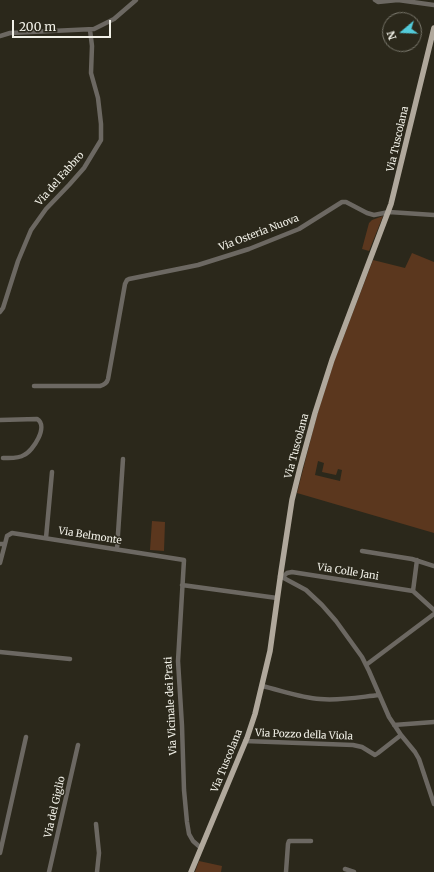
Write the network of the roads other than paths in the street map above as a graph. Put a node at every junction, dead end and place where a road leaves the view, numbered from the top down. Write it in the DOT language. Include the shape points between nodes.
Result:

════════════════

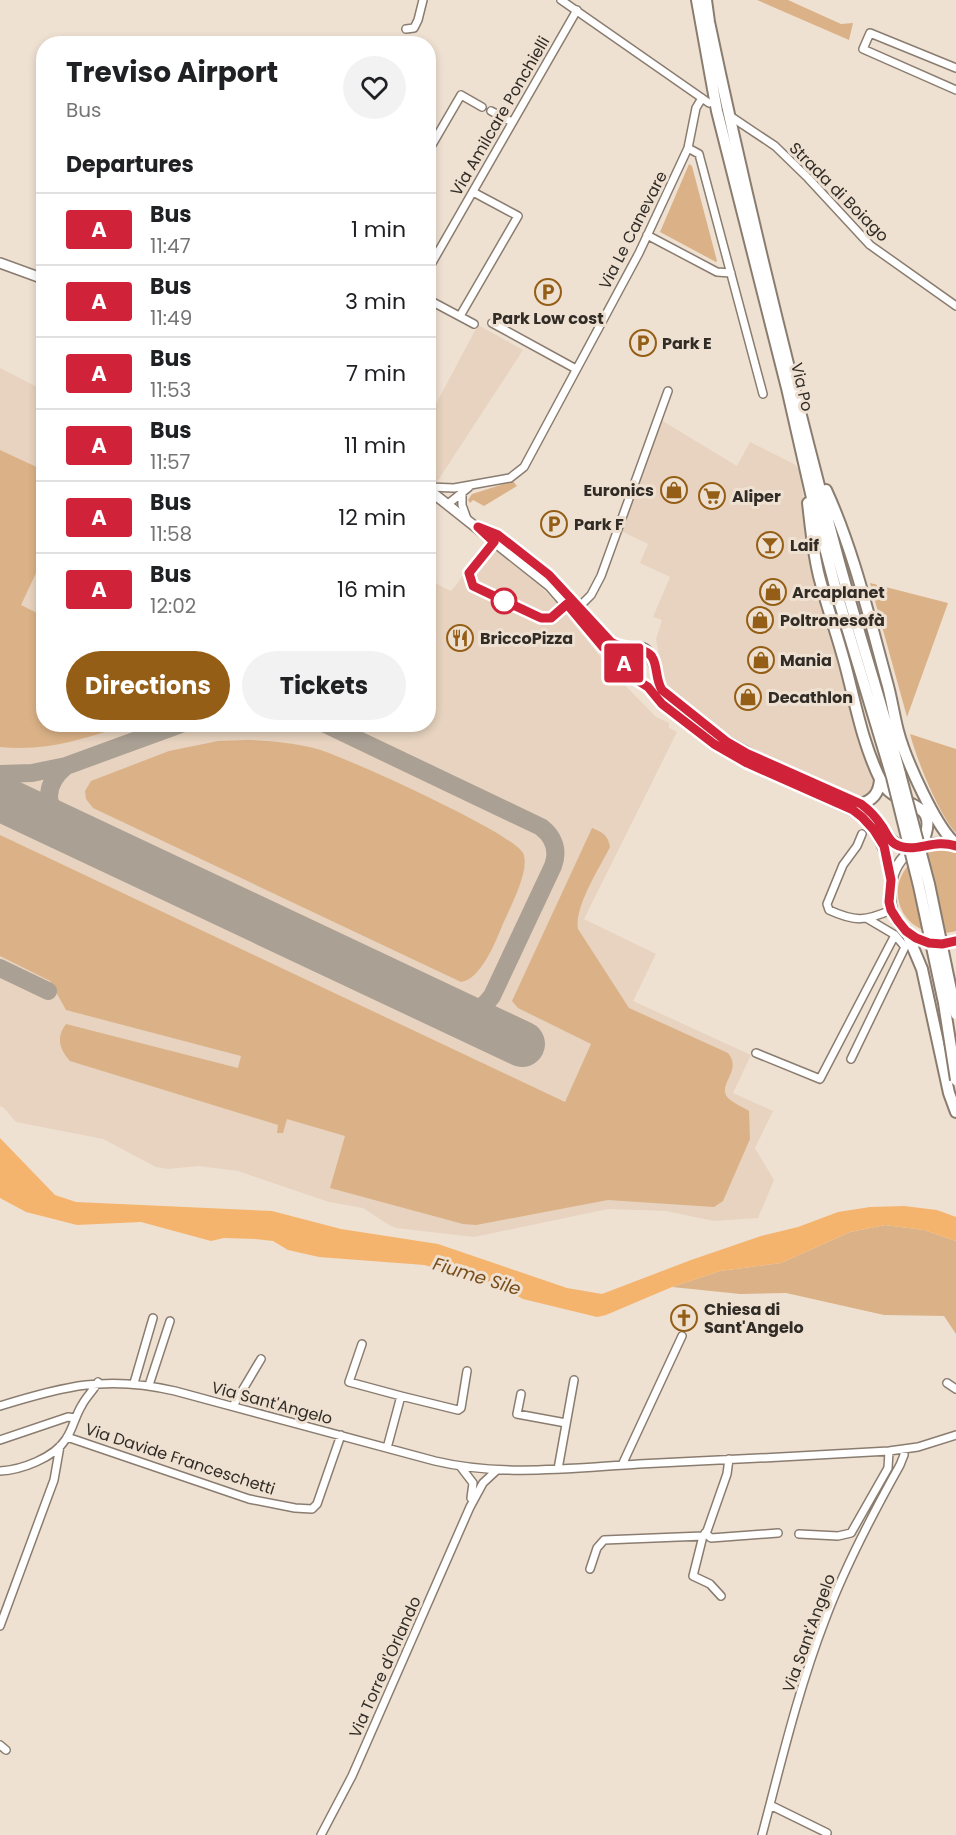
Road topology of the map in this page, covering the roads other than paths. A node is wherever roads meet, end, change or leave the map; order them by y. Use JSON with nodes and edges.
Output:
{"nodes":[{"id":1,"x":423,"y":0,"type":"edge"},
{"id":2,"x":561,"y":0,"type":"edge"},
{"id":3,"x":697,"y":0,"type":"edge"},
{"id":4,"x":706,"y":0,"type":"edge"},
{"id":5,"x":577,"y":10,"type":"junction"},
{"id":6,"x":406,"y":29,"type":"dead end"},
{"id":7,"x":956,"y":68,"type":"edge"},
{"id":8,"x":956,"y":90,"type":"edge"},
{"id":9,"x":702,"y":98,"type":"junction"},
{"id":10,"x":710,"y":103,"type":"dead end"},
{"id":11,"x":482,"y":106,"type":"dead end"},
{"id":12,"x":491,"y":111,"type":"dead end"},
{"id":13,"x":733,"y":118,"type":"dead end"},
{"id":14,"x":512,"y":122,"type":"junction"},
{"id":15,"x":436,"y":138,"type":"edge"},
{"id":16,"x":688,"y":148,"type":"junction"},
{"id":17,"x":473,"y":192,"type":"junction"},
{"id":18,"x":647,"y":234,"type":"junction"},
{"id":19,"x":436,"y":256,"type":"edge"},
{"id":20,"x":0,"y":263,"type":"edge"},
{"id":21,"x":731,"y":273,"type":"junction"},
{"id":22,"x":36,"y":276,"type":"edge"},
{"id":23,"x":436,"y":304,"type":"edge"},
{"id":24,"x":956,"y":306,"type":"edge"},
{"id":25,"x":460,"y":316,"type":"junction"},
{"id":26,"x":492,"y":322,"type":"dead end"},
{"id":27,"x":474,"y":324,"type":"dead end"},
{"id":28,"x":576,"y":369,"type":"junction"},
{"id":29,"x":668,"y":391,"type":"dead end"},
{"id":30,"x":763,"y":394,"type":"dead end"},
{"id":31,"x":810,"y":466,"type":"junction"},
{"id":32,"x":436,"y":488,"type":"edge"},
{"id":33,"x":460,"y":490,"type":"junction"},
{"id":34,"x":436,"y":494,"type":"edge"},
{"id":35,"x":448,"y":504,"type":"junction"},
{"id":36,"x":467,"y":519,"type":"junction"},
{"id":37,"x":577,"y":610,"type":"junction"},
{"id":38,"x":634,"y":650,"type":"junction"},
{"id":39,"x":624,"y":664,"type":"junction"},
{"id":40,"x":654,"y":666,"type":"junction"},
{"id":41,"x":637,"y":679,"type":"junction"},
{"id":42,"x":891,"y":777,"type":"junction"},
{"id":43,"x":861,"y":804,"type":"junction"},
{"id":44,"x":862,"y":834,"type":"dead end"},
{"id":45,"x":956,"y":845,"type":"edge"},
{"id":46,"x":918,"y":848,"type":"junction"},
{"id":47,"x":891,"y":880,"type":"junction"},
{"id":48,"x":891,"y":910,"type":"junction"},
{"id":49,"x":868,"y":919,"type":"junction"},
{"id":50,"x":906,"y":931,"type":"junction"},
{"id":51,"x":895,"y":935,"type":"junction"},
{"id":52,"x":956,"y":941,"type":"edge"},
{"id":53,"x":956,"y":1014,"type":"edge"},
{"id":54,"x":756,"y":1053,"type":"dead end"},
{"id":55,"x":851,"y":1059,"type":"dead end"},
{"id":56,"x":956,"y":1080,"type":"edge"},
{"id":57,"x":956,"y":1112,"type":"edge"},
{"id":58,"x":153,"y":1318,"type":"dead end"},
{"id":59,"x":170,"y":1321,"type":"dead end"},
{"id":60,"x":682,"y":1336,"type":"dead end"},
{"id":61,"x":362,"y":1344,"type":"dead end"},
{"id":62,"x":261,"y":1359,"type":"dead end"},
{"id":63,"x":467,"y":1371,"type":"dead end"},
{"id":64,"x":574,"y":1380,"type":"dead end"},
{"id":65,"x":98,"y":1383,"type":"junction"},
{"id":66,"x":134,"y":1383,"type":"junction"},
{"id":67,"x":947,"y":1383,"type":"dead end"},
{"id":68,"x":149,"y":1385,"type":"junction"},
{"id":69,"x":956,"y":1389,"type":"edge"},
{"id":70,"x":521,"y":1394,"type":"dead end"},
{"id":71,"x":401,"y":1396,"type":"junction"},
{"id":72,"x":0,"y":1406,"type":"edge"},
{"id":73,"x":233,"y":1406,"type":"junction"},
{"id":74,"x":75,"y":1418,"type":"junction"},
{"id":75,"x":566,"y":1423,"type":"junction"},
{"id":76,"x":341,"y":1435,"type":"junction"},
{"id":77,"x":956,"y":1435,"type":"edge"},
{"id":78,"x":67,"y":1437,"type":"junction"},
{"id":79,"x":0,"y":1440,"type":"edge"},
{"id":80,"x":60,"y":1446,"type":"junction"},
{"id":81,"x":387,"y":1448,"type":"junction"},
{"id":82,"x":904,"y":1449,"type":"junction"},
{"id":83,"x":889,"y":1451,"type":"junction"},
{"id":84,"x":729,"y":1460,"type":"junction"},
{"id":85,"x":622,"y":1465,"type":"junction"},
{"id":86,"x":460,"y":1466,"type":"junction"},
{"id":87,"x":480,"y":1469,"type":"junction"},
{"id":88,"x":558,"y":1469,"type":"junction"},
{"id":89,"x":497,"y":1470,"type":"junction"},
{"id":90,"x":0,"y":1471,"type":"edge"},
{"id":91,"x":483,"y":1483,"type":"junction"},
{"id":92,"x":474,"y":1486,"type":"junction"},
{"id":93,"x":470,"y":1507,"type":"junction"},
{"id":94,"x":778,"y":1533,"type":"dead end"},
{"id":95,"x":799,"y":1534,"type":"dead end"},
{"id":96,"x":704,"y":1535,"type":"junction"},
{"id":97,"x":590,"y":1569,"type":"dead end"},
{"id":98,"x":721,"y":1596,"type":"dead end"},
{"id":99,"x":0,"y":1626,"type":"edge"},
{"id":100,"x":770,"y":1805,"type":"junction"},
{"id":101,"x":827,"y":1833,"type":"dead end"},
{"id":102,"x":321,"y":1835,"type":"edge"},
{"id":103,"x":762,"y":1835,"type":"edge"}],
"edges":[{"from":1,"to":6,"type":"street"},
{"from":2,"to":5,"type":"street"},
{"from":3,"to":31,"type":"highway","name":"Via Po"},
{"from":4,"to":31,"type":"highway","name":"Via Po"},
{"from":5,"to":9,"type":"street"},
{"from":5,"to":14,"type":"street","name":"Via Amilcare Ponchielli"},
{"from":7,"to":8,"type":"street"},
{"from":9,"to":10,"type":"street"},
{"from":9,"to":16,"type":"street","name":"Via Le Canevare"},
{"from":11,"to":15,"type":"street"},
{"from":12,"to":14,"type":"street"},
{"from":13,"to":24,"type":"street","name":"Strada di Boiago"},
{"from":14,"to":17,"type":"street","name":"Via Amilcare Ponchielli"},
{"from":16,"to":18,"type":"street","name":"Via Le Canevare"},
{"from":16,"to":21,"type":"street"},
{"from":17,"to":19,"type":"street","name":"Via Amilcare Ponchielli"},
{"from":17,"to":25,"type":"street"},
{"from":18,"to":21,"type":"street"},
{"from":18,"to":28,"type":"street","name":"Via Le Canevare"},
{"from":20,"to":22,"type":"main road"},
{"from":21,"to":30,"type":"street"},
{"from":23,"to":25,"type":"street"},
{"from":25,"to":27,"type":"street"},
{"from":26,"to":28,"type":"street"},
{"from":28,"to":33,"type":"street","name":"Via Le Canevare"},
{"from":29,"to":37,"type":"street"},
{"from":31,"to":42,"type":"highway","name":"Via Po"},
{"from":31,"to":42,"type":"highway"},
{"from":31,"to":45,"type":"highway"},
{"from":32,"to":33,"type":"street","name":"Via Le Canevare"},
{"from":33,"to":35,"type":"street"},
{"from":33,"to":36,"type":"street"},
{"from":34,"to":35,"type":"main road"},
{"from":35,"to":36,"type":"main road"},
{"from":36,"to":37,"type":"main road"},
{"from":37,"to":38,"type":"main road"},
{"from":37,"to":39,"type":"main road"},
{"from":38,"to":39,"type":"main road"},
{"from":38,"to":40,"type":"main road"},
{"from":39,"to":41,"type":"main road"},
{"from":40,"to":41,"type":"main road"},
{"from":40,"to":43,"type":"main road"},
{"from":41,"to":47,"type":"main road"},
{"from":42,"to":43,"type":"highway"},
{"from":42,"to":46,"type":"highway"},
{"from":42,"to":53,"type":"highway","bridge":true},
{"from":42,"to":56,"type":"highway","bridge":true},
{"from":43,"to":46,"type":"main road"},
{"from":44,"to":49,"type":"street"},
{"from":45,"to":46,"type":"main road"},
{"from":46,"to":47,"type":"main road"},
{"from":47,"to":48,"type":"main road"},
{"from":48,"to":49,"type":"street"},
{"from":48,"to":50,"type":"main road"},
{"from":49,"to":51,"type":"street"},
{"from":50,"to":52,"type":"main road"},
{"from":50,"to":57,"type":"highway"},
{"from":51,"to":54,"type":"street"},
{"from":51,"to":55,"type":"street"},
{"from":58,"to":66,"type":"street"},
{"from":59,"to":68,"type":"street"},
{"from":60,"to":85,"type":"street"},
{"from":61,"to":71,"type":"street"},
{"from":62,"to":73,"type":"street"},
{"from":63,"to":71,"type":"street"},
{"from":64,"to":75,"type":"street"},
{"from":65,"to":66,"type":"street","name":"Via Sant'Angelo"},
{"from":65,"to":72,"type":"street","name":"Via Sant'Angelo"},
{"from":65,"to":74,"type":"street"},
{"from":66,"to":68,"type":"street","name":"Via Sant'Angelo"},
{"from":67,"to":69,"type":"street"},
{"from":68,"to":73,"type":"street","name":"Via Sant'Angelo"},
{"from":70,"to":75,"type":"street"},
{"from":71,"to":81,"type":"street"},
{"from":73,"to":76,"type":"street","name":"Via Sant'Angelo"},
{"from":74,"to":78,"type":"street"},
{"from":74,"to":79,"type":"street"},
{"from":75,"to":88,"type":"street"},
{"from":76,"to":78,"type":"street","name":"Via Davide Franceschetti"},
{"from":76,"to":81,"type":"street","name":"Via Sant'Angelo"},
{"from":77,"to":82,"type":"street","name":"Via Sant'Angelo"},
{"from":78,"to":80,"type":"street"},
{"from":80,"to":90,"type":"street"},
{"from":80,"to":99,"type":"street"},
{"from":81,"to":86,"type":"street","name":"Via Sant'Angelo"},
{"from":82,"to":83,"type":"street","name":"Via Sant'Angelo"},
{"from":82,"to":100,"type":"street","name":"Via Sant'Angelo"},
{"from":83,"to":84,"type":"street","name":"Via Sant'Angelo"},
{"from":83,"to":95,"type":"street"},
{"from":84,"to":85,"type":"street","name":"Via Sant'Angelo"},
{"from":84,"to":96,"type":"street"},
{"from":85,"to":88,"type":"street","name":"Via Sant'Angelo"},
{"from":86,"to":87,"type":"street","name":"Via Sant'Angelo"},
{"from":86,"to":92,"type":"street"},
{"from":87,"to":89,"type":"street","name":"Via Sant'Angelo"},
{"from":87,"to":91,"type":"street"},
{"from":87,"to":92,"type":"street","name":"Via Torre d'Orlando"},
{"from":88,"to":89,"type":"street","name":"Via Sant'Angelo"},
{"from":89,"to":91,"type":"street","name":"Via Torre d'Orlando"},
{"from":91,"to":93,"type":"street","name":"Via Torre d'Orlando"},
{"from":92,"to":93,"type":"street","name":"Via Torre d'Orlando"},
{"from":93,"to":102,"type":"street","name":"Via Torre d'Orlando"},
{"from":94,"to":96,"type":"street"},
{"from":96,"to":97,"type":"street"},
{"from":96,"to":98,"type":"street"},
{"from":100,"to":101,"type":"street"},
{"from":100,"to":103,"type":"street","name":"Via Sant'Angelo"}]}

════════════════

About this task
Select every line of the material above holding the word "paths" and copy it.

Answer box
Write the network of the roads other than paths in the street map above as a graph. Put a node at every junction, dead end and place where a road leaves the view, numbered from the top down. Write it in the DOT language. Include the shape points between nodes.
Road topology of the map in this page, covering the roads other than paths. A node is wherever roads meet, end, change or leave the map; order them by y. Use JSON with nodes and edges.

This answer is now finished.